Proceedings of the
European Safety and Reliability Conference (ESREL2026)
14 – 19 June 2026, Braga, Portugal
Mapping NaTech Research Gaps: A Systematic Review of Reviews
Management research (DRM), Dauphine - PSL University, France.
Management research (DRM), Dauphine - PSL University, France.
National Institute for Industrial Environment and Risks, France.
ABSTRACT
NaTech events or risks, defined as technological accidents triggered by natural hazards, have become increasingly important in contemporary risk management. The growing frequency of disasters and intensification of natural hazards generate an urgent need for comprehensive understanding of this complex type of risk. The current literature on NaTech risks is fragmented across multiple fields and disciplines due to the transdisciplinary nature of these risks, as evidenced by the proliferation of existing literature reviews. This first version paper presents an exploratory and original systematic review of the literature that identifies and categorizes the research gaps documented in existing NaTech reviews. Using a two-dimension coding method, we identify, categorize, map and then analyze the research gaps in these reviews.

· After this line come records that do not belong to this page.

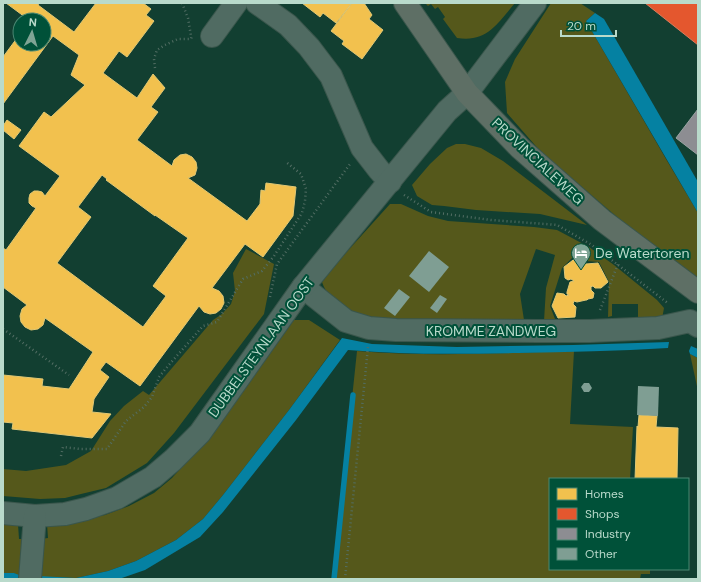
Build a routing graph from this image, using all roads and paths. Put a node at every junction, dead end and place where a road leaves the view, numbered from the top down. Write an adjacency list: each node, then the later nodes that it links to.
1 (182, 3): 6 (path)
2 (236, 3): 6 (street)
3 (257, 3): 9 (street)
4 (405, 3): 8 (main road, PROVINCIALEWEG)
5 (535, 3): 8 (street, DUBBELSTEYNLAAN OOST)
6 (199, 36): 7 (path)
7 (155, 68)
8 (467, 93): 11 (street, DUBBELSTEYNLAAN OOST); 14 (main road, PROVINCIALEWEG)
9 (362, 148): 11 (street); 15 (path)
10 (286, 162): 21 (path)
11 (390, 182): 12 (path); 13 (street, DUBBELSTEYNLAAN OOST)
12 (618, 264): 16 (path); 18 (path)
13 (303, 287): 18 (street, KROMME ZANDWEG); 23 (street, DUBBELSTEYNLAAN OOST)
14 (698, 292)
15 (270, 302)
16 (694, 323): 18 (street, KROMME ZANDWEG)
17 (3, 329): 20 (path)
18 (590, 331)
19 (368, 354): 25 (path)
20 (69, 375)
21 (61, 456)
22 (3, 513): 23 (street, DUBBELSTEYNLAAN OOST)
23 (35, 516): 24 (street)
24 (30, 576)
25 (345, 579)

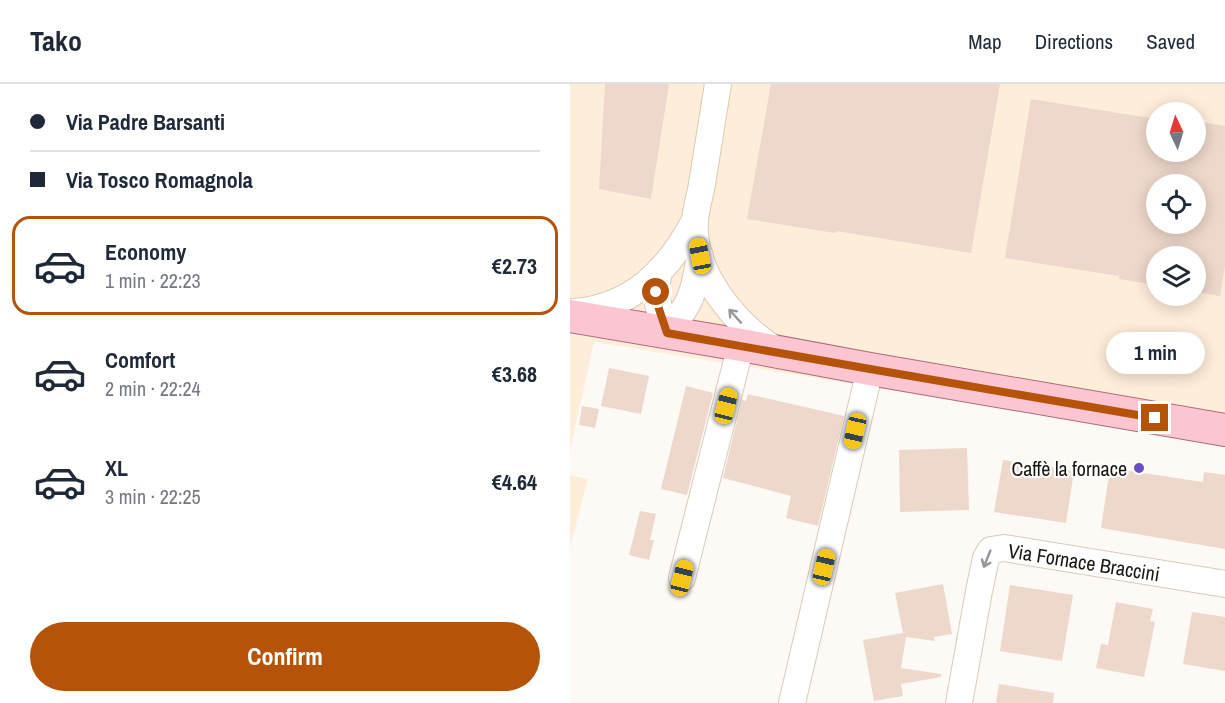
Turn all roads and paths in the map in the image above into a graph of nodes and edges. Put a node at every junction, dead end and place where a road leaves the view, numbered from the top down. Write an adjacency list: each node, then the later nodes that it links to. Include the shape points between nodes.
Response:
1 (718, 84): 2 (street)
2 (695, 220): 3 (street); 4 (street)
3 (700, 256): 6 (street, via 689,302); 8 (street, one-way to 3, via 749,331 729,309 714,288)
4 (659, 271): 5 (street, via 624,299 604,308); 6 (street, via 656,292)
5 (570, 314): 6 (main road)
6 (667, 333): 7 (main road)
7 (741, 345): 8 (main road); 11 (street)
8 (780, 353): 9 (main road)
9 (870, 369): 10 (main road); 13 (street)
10 (1225, 430)
11 (682, 578)
12 (1225, 584): 14 (street, Via Fornace Braccini, one-way to 14, via 991,550 979,591)
13 (792, 703)
14 (959, 703)

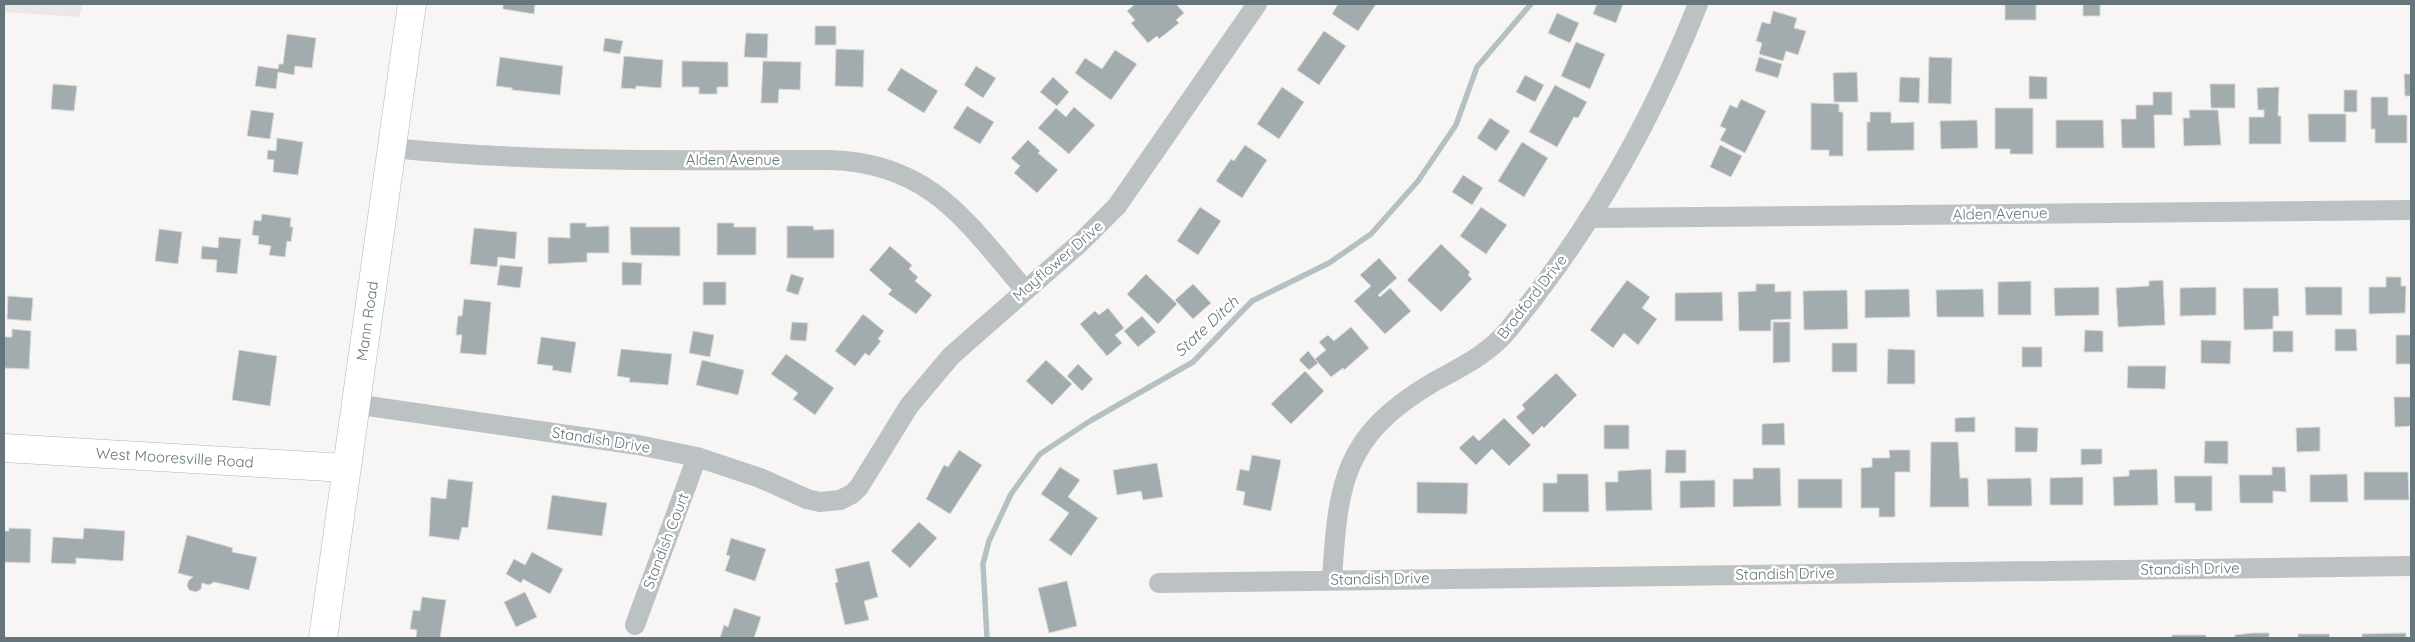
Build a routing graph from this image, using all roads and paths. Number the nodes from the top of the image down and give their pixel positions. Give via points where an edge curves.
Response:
1 (412, 4) edge
2 (1258, 4) edge
3 (1698, 4) edge
4 (392, 148) junction
5 (2411, 210) edge
6 (1589, 218) junction
7 (1026, 290) junction
8 (354, 404) junction
9 (4, 448) edge
10 (697, 458) junction
11 (346, 468) junction
12 (840, 500) joint
13 (2411, 566) edge
14 (1332, 579) junction
15 (1159, 583) dead end
16 (635, 625) dead end
17 (323, 638) edge

1 - 4 main road, Mann Road
2 - 7 street, Mayflower Drive via 1127,194 1088,236
3 - 6 street, Bradford Drive via 1639,133
4 - 7 street, Alden Avenue via 546,160 830,160 877,165 903,175 943,200
4 - 8 main road, Mann Road
5 - 6 street, Alden Avenue
6 - 14 street, Bradford Drive via 1557,267 1508,331 1488,350 1394,408 1364,442 1340,491
7 - 12 street, Mayflower Drive via 944,363 898,422 859,487
8 - 10 street, Standish Drive via 638,444
8 - 11 main road, Mann Road
9 - 11 main road, West Mooresville Road
10 - 12 street, Standish Drive via 760,478 813,501
10 - 16 street, Standish Court
11 - 17 main road, Mann Road
13 - 14 street, Standish Drive
14 - 15 street, Standish Drive

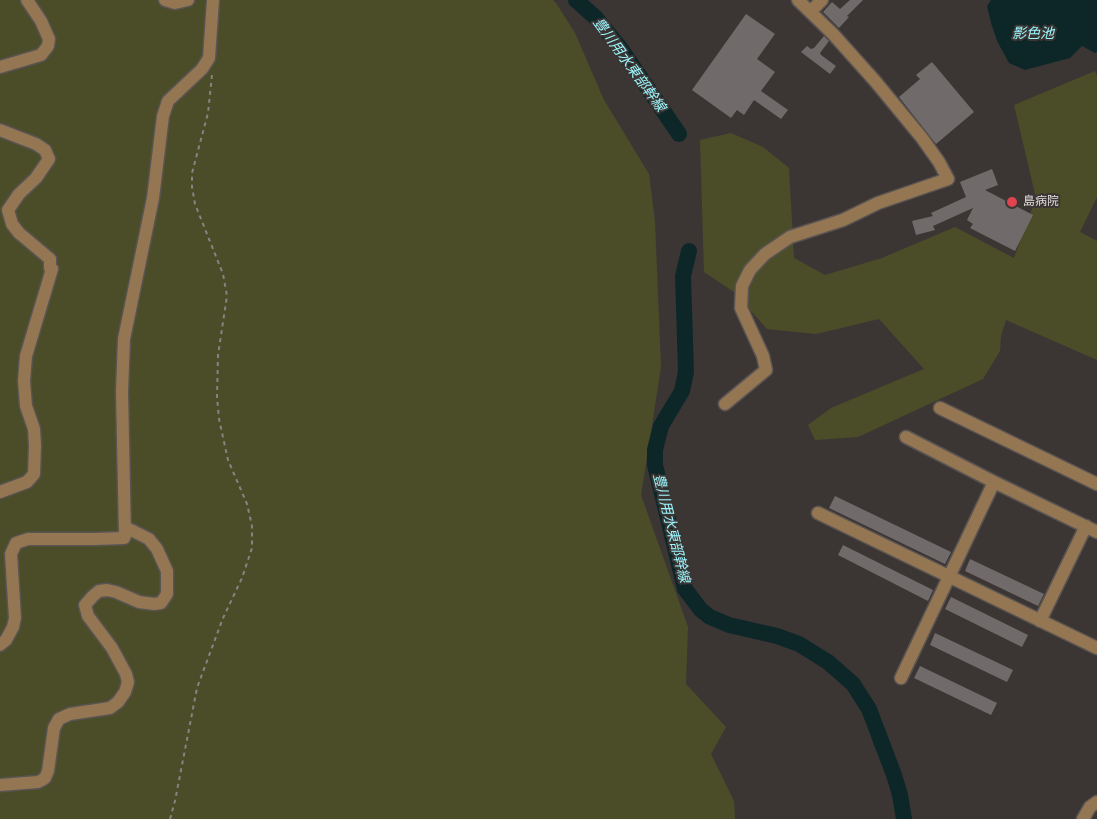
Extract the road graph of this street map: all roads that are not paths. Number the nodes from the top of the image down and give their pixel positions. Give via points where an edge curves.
1 (26, 0) edge
2 (165, 0) edge
3 (188, 0) edge
4 (213, 0) edge
5 (798, 0) edge
6 (822, 0) edge
7 (811, 11) junction
8 (0, 67) edge
9 (0, 130) edge
10 (725, 404) dead end
11 (940, 408) dead end
12 (906, 438) dead end
13 (994, 482) junction
14 (1097, 484) edge
15 (0, 492) edge
16 (818, 513) dead end
17 (126, 527) junction
18 (1091, 529) edge
19 (950, 576) junction
20 (1040, 621) junction
21 (0, 645) edge
22 (1097, 648) edge
23 (901, 678) dead end
24 (0, 785) edge
25 (1097, 802) edge
26 (1083, 819) edge

1 - 8 street via 44,27 48,46 42,55
2 - 3 street via 175,3
4 - 17 street via 209,58 202,69 168,101 163,116 153,198 124,339 122,391
5 - 7 street
6 - 7 street
7 - 10 street via 887,95 922,138 948,179 790,238 765,254 750,270 742,286 741,308 766,370
9 - 15 street via 36,144 45,150 49,159 8,210 12,224 50,259 52,268 26,356 24,381 26,406 34,429 34,474 27,482
11 - 14 street
12 - 13 street
13 - 18 street
13 - 19 street
16 - 19 street
17 - 21 street via 124,538 28,539 16,543 11,554 13,627
17 - 24 street via 148,539 157,549 167,571 167,594 161,603 154,604 107,590 93,596 85,605 88,616 112,648 126,674 128,682 124,692 110,708 70,714 59,719 54,728 45,778 38,782
18 - 20 street
19 - 20 street
19 - 23 street
20 - 22 street
25 - 26 street

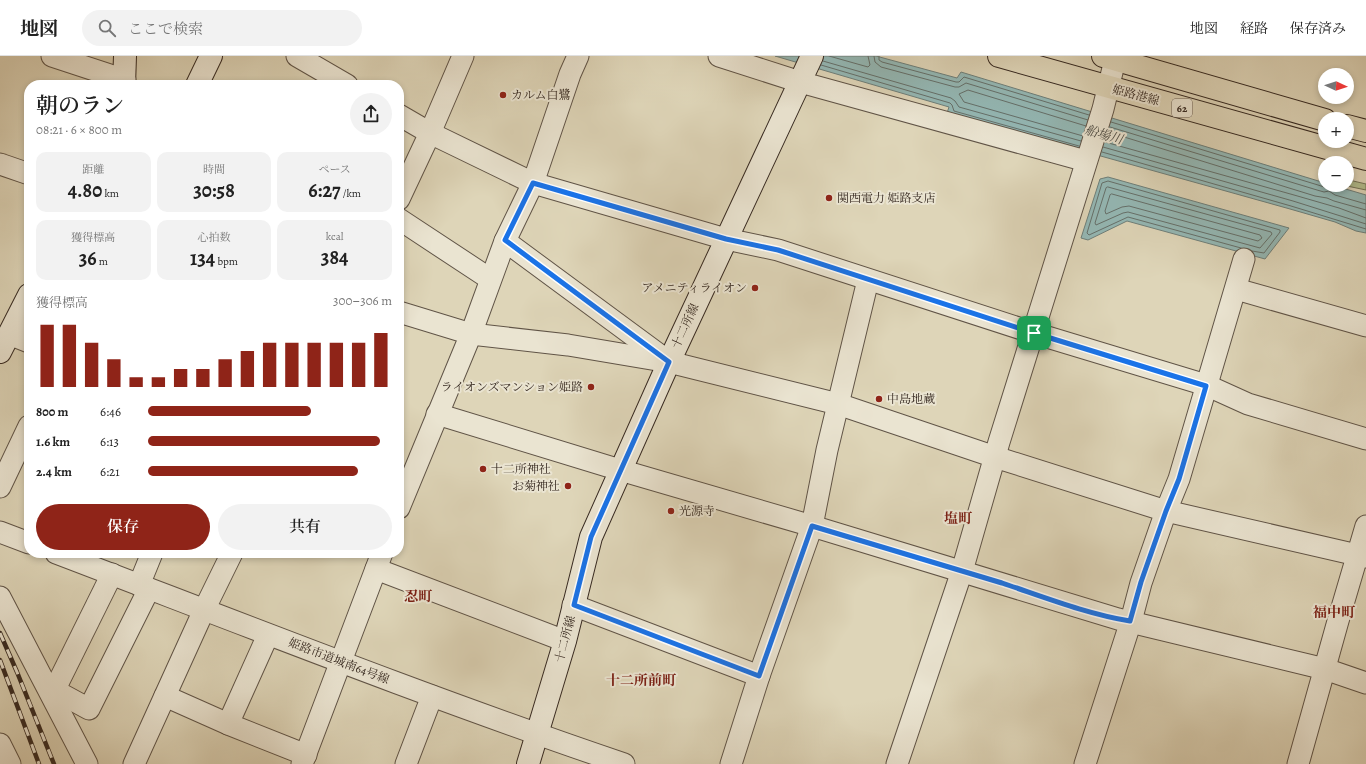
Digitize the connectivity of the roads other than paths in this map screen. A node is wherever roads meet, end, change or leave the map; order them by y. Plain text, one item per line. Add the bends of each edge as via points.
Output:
1 (52, 56) edge
2 (125, 56) edge
3 (211, 56) edge
4 (297, 56) edge
5 (464, 56) edge
6 (578, 56) edge
7 (719, 56) edge
8 (812, 56) edge
9 (999, 56) edge
10 (1112, 57) edge
11 (327, 64) edge
12 (116, 80) edge
13 (124, 80) edge
14 (202, 80) edge
15 (342, 80) edge
16 (800, 82) junction
17 (1109, 88) junction
18 (404, 118) edge
19 (1318, 118) edge
20 (1354, 128) edge
21 (1366, 132) edge
22 (430, 133) junction
23 (1366, 160) edge
24 (1086, 161) junction
25 (0, 164) edge
26 (24, 172) edge
27 (533, 183) junction
28 (404, 188) edge
29 (404, 222) edge
30 (726, 239) junction
31 (505, 240) junction
32 (1244, 259) dead end
33 (490, 279) junction
34 (868, 280) junction
35 (1236, 289) junction
36 (24, 310) edge
37 (404, 314) edge
38 (1366, 326) edge
39 (1034, 333) junction
40 (471, 334) junction
41 (13, 343) edge
42 (669, 362) junction
43 (1206, 386) junction
44 (838, 404) junction
45 (437, 414) junction
46 (24, 437) edge
47 (1366, 439) edge
48 (995, 457) junction
49 (620, 470) junction
50 (404, 478) edge
51 (0, 487) edge
52 (1166, 511) junction
53 (812, 526) junction
54 (1366, 526) edge
55 (0, 532) edge
56 (24, 541) edge
57 (1362, 556) edge
58 (69, 558) edge
59 (151, 558) edge
60 (230, 558) edge
61 (379, 561) edge
62 (962, 571) junction
63 (112, 574) junction
64 (144, 587) junction
65 (0, 597) edge
66 (574, 605) junction
67 (204, 610) junction
68 (1130, 621) junction
69 (268, 635) junction
70 (565, 641) junction
71 (342, 663) junction
72 (1325, 670) junction
73 (759, 676) junction
74 (1366, 683) edge
75 (53, 693) junction
76 (165, 696) junction
77 (432, 696) junction
78 (228, 724) junction
79 (537, 735) junction
80 (0, 744) edge
81 (304, 760) edge
82 (10, 764) edge
83 (87, 764) edge
84 (134, 764) edge
85 (406, 764) edge
86 (528, 764) edge
87 (624, 764) edge
88 (731, 764) edge
89 (897, 764) edge
90 (1085, 764) edge
91 (1298, 764) edge

1 - 12 street
2 - 13 street
3 - 14 street
4 - 11 street
5 - 22 street
6 - 27 street
7 - 16 street
8 - 16 street, 十二所線
9 - 17 main road, 姫路港線 / 62
10 - 17 street
10 - 19 main road, 62
11 - 15 street
16 - 24 street
16 - 30 street, 十二所線
17 - 23 main road, 姫路港線 / 62
17 - 24 street
18 - 22 street
20 - 21 main road
22 - 27 street
22 - 28 street
24 - 39 street
25 - 26 street
27 - 30 street
27 - 31 street
29 - 33 street
30 - 34 street via 778,250
30 - 42 street, 十二所線
31 - 33 street
31 - 42 street
32 - 35 street
33 - 40 street
34 - 39 street
34 - 44 street
35 - 38 street
35 - 43 street
36 - 41 street
37 - 40 street
39 - 43 street
39 - 48 street
40 - 42 street via 568,345
40 - 45 street
42 - 44 street
42 - 49 street, 十二所線
43 - 47 street via 1248,404
43 - 52 street via 1179,479
44 - 48 street
44 - 53 street via 826,450
45 - 49 street
45 - 50 street
46 - 51 street
48 - 52 street
48 - 62 street
49 - 53 street
49 - 66 street, 十二所線 via 591,537
52 - 57 street
52 - 68 street
53 - 62 street
53 - 73 street
54 - 57 street
55 - 56 street
57 - 72 street
58 - 63 street, 姫路市道城南64号線
59 - 64 street
60 - 67 street
61 - 70 street
61 - 71 street
62 - 68 street
62 - 89 street
63 - 64 street, 姫路市道城南64号線
63 - 75 street
64 - 67 street, 姫路市道城南64号線
64 - 75 street via 89,710
65 - 75 street
66 - 70 street, 十二所線
66 - 73 street
67 - 69 street, 姫路市道城南64号線
67 - 76 street
68 - 72 street
68 - 90 street
69 - 71 street, 姫路市道城南64号線
69 - 78 street
70 - 79 street, 十二所線
71 - 77 street, 姫路市道城南64号線
71 - 81 street
72 - 74 street
72 - 91 street
73 - 88 street
75 - 83 street
76 - 78 street
76 - 84 street
77 - 79 street, 姫路市道城南64号線
77 - 85 street
78 - 81 street
79 - 86 street, 十二所線
79 - 87 street, 姫路市道城南64号線
80 - 82 street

The first dimension draws on the research gap typology developed by Müller-Bloch and Kranz (2014) (deductive coding). The second dimension (inductive coding) proceeds by extracting themes from the gaps. Research progress documented in these reviews is also coded using the same epistemic categories, enabling a parallel analysis of both gaps and advances. The intersection of these coding dimensions produces a bidimensional matrix (epistemic nature of the gap; thematic content). This enables us to study the evolution of these gaps through parallel documentation of both identified gaps and research progress, determining which gaps have been addressed, which persist, and which are emerging. Based on these results, we identify unidentified gaps: as a lack of ontological and epistemological questioning, a need to shift from site-centric to systemic conceptualizations, and a gap about warning and alert processes in multi-risk contexts. These gaps, complementing those already identified, may form a new research agenda for future cross-disciplinary research.
Keywords: NaTech, Research gap, Review, Natural hazards, Industrial hazards.